For Educators

Space Sciences, Astronomy, and Physics for Grades 5-12

This film provides a great opportunity to discuss with your students a large number of science concepts that have an exciting local connection. Prompting your students to discuss the topics below from the film may help satisfy specific items in the Pennsylvania Department of Education 7th Grade Academic Standards for Science and Technology. A special educational version of the film on DVD, as well as lesson plans and fun class activity suggestions developed in association with the Senator John Heinz History Center, will be available to area K-12 schools free of charge.

Sun:

What is the source of the sun’s energy? What are sunspots? How did Samuel Langley measure the difference in surface temperature of the sun between sunspots and the rest of its surface? How does the sun’s energy reach Earth? What effect does our atmosphere have on the sun’s light before it reaches the ground?

Solar Energy:

How much energy comes from the sun? What factors influence the amount of the sun’s energy that reaches the ground? Assuming you have a device that completely converts light into electricity, how much area would be required to harness the sun’s energy to operate a mobile phone?

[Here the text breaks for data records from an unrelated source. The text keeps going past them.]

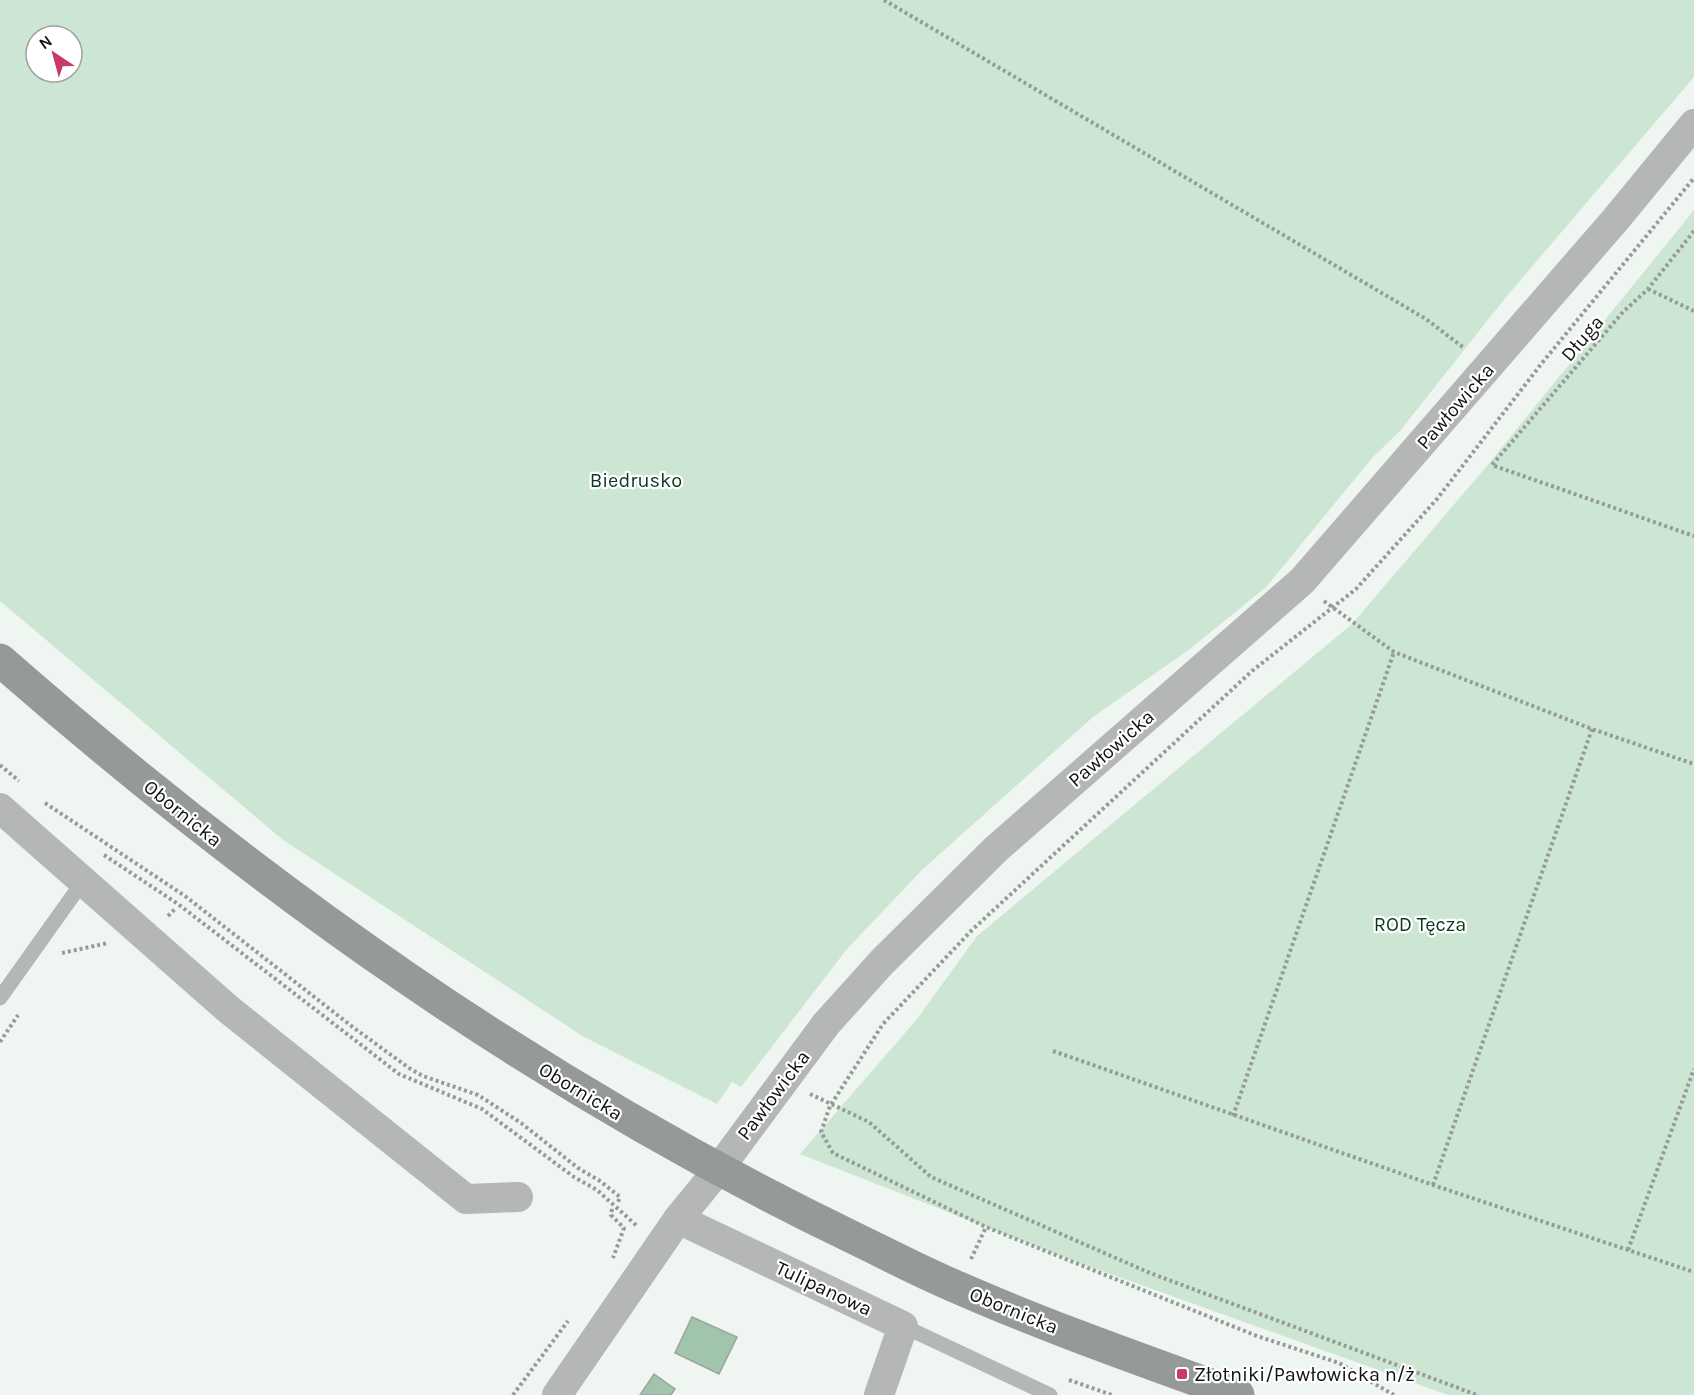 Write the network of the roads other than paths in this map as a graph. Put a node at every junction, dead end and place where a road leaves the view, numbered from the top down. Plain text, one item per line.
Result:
1 (1694, 124) edge
2 (0, 660) edge
3 (0, 808) edge
4 (84, 880) junction
5 (0, 998) edge
6 (718, 1170) junction
7 (518, 1197) dead end
8 (678, 1219) junction
9 (903, 1326) junction
10 (557, 1395) edge
11 (879, 1395) edge
12 (1050, 1395) edge
13 (1238, 1395) edge

1 - 6 street, Pawłowicka
2 - 6 main road, Obornicka
3 - 4 street
4 - 5 lane
4 - 7 street
6 - 8 street, Pawłowicka
6 - 13 main road, Obornicka
8 - 9 street, Tulipanowa
8 - 10 street, Pawłowicka
9 - 11 street
9 - 12 lane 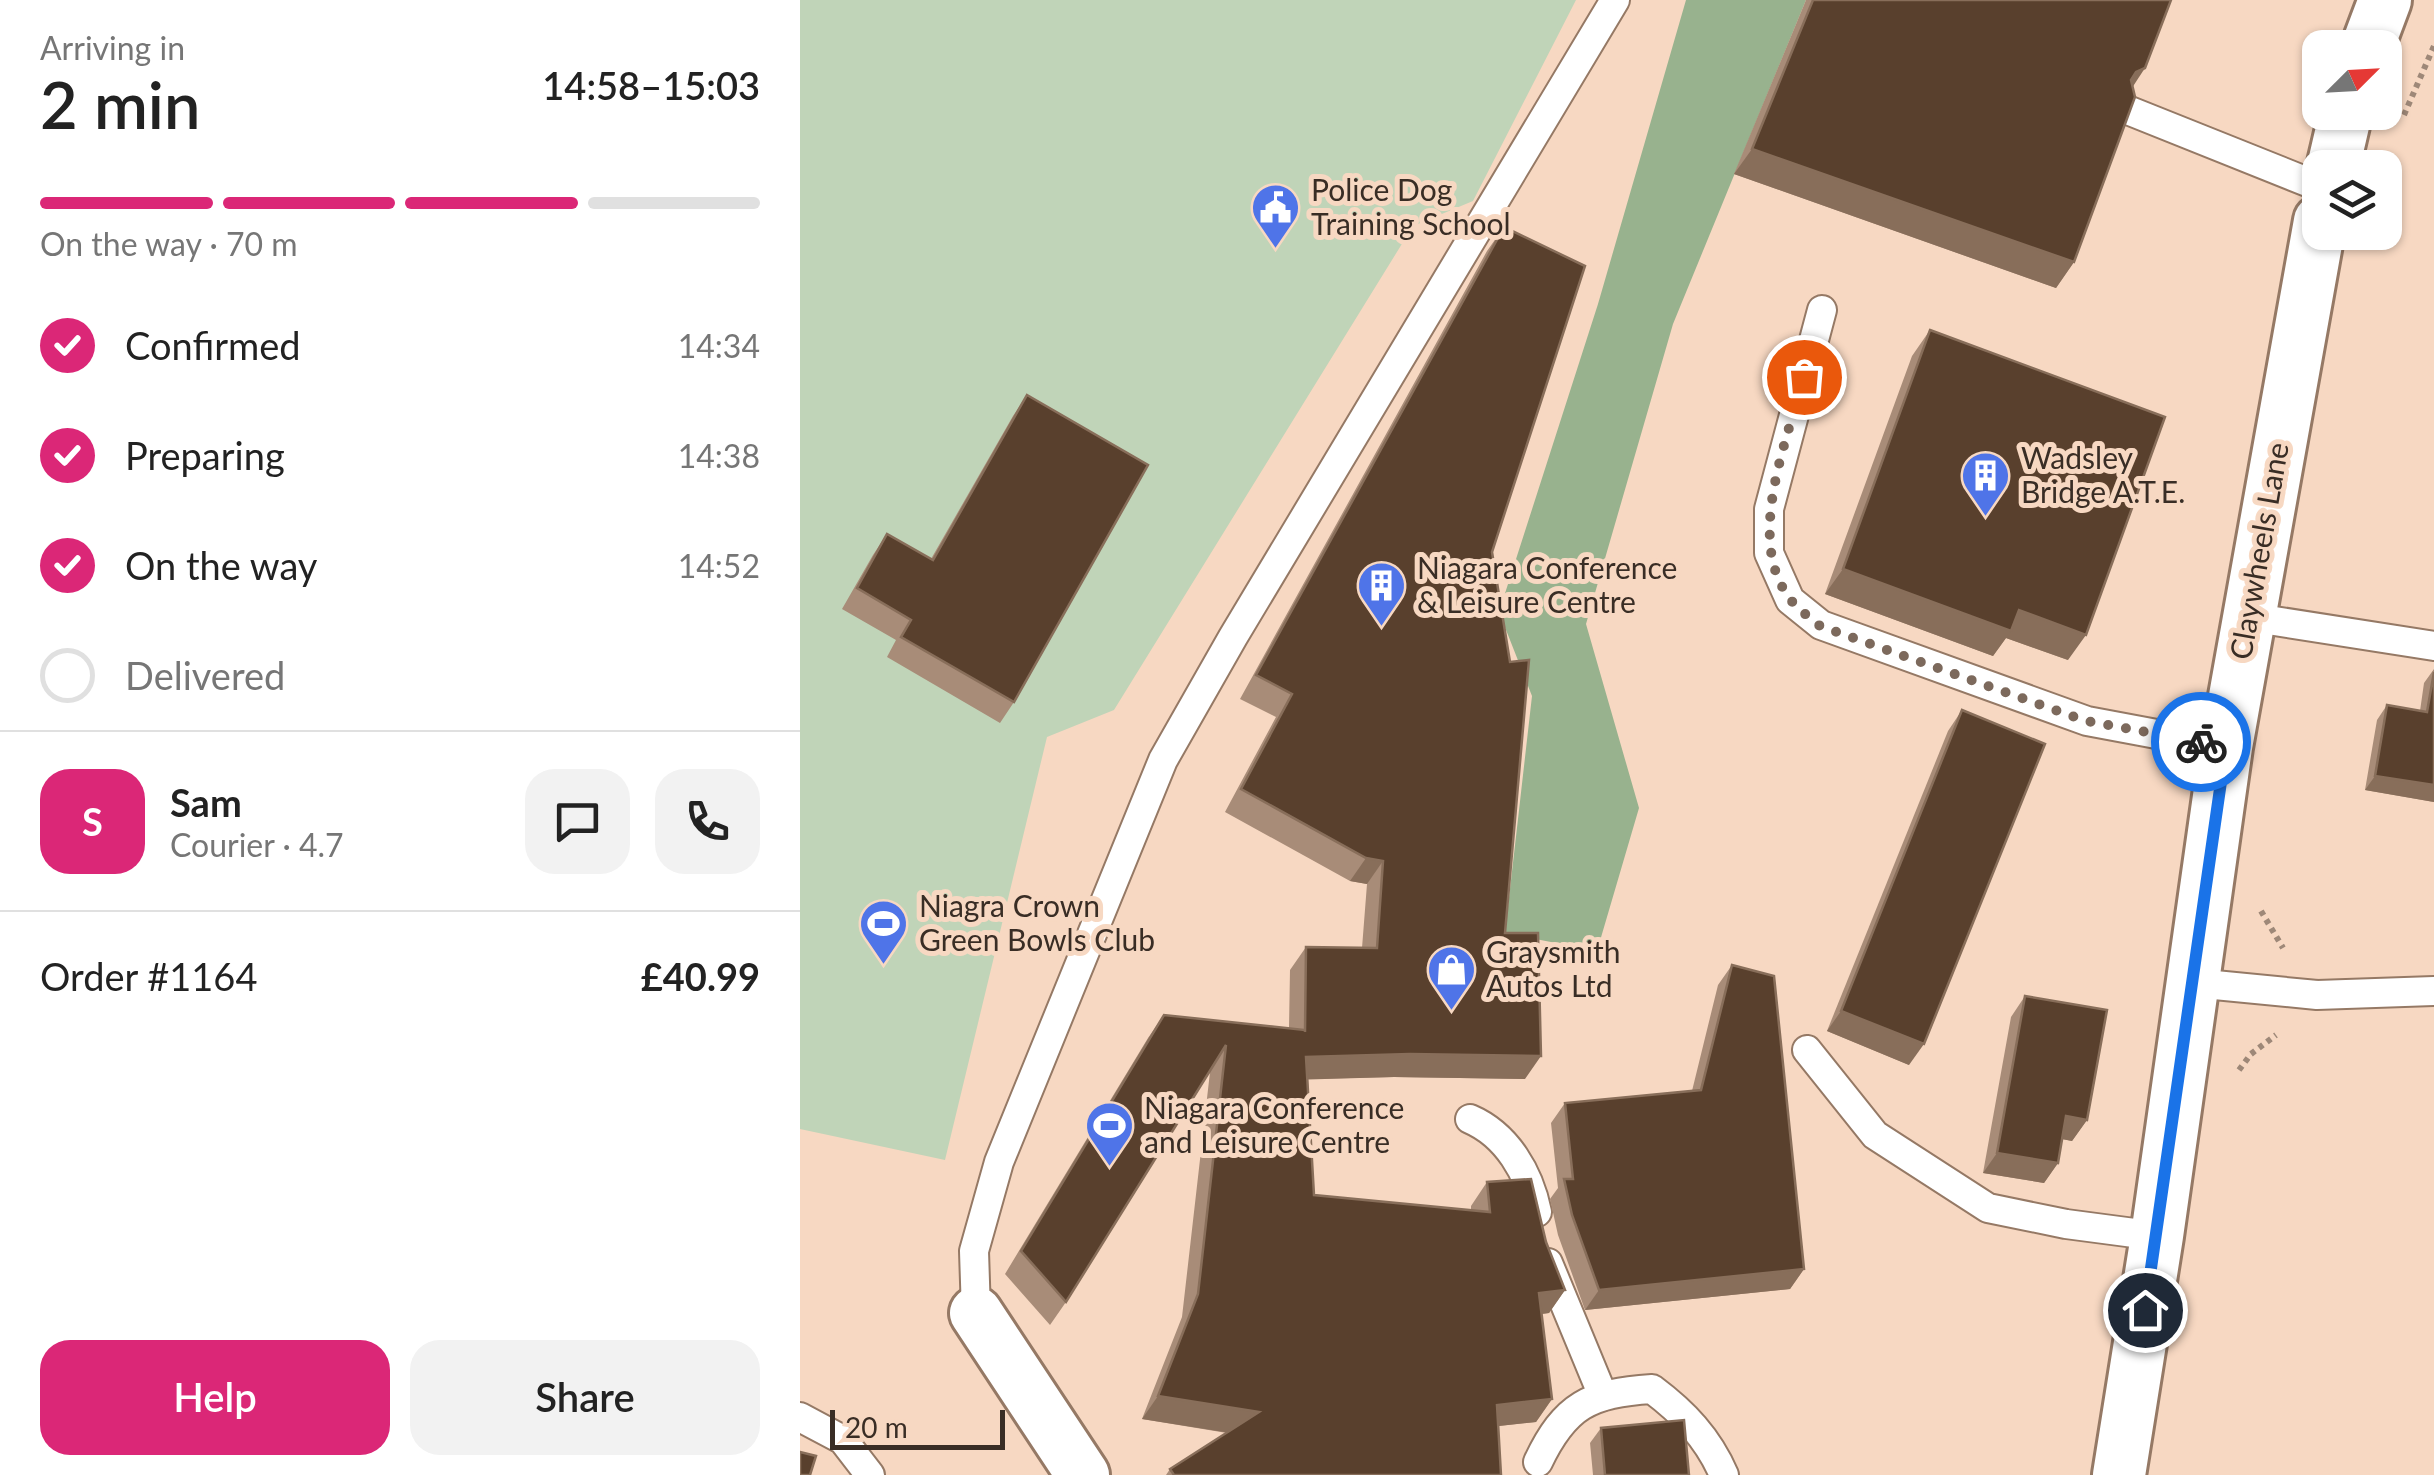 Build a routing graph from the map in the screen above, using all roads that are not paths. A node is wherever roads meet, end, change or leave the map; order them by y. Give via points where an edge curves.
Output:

A desktop computer? An electric car? The entire city of Pittsburgh?

Comets:

What are comets? What is the nature of their orbits? Until recently, why did people sometimes find them frightening?

Saturn:

How far away from earth is Saturn? Are the rings of Saturn solid or composed of particles? How did James Keeler prove this at the Allegheny Observatory?

Telescopes:

What is the difference between a reflecting and a refracting telescope? Why did Samuel Langley suggest to John Brashear he build a reflecting telescope?

Spectroscopy Instruments:

What are the components of light? What are the portions of light we can’t see and why? How can light coming from a star tell us what the star is made of?

Telling Time:

Without digital electronics, what are some ways you can measure time? What are the sources of error in each of these methods over a long period? What are the problems associated with relying on sundials to derive a method of measuring time over the course of a year? How did Langley use star position to tell what time it is?